Synthesis and breakdown of different sized retinal proteins in darkness and during photic stimulation

Abstract

Rabbit retinas were maintained in vitro in medium resembling cerebrospinal fluid and were exposed to (3)H-leucine or (14)C-leucine in double-labeling experiments designed to measure rates of protein turnover and to determine the effects of photic stimulation on protein synthesis and degradation. The retinas were solubilized, and the proteins separated according to size by polyacrylamide gel electrophoresis. The gels were cut into 95 slices and each slice differentially counted.

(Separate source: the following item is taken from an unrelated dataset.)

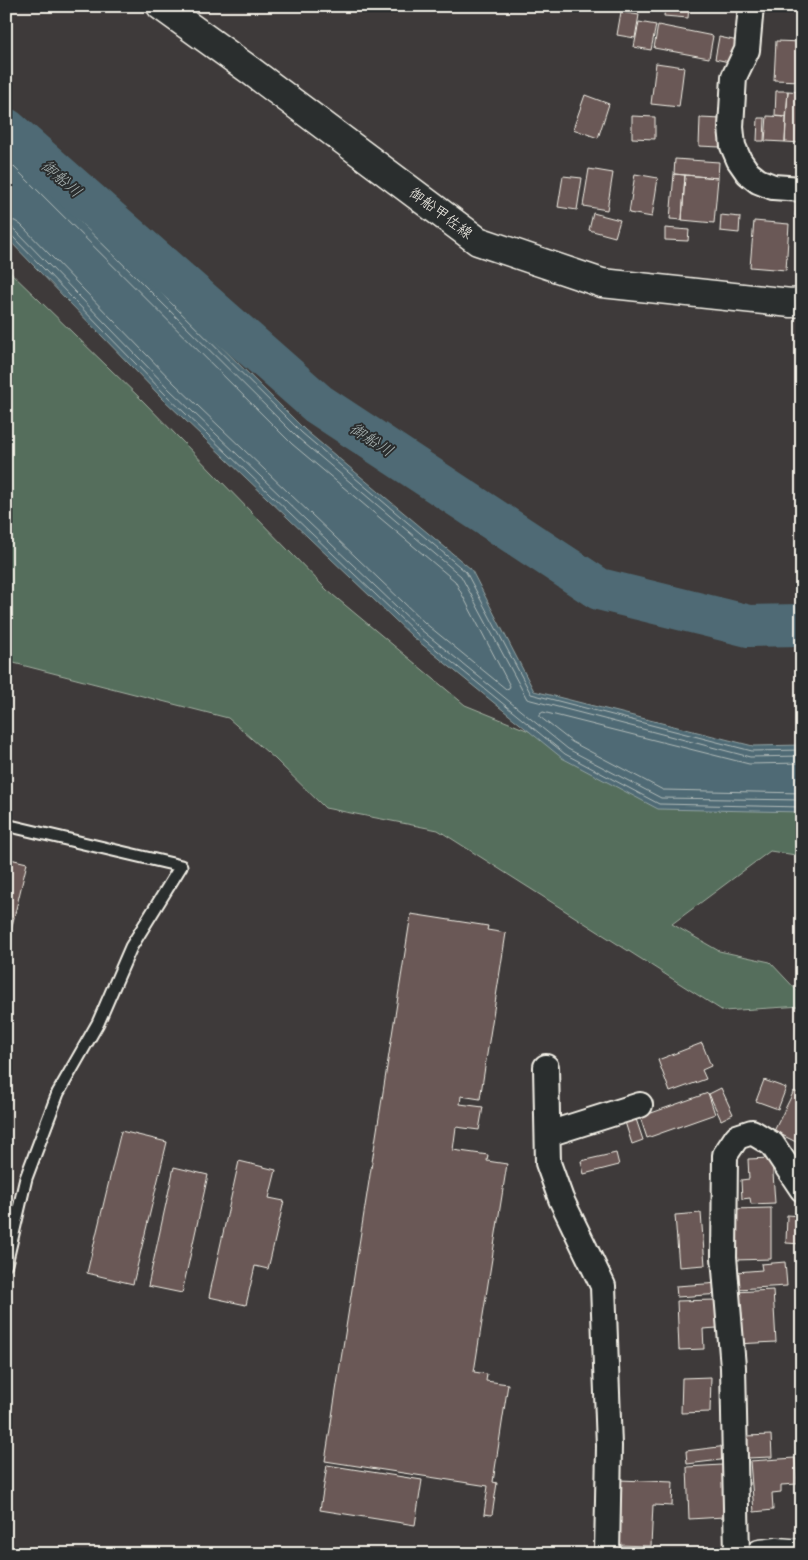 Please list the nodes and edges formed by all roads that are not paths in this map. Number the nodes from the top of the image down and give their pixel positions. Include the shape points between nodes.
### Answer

Protein content of the slices was estimated from Coomassie Blue staining, and molecular weight (MW) from distribution along the gel of MW standards. The retinas appeared to function nearly normally in vitro for many hours. Protein renewal was rapid and reproducible at 0.55 +/- 0.01 (S.E.M.) %/h and remained quite constant for at least 7 h. Synthesis and degradation were approximately equal. Two retinas were maintained in vitro at 37 degrees C for 52 h, and showed good preservation of morphology, electrophysiological response to light, and protein synthesis. Total synthesis of new polypeptides was at the rate of 103 nmole per g of protein, per h; there was a sharp peak in the 33,000 to 43,000 MW range. Proteins in every size group were very heterogeneous with respect to breakdown coefficients (i.e. longevity) which were the prime determinants of the amount of each protein present. Fractional renewal showed a highly significance (p<0.0001) correlation with MW, due apparently to a reduction in maximal longevity as size increased. Neither synthesis nor degradation was significantly affected by intense continuous light or flashing light, though the latter increased uptake of 2-deoxyglucose by 38%.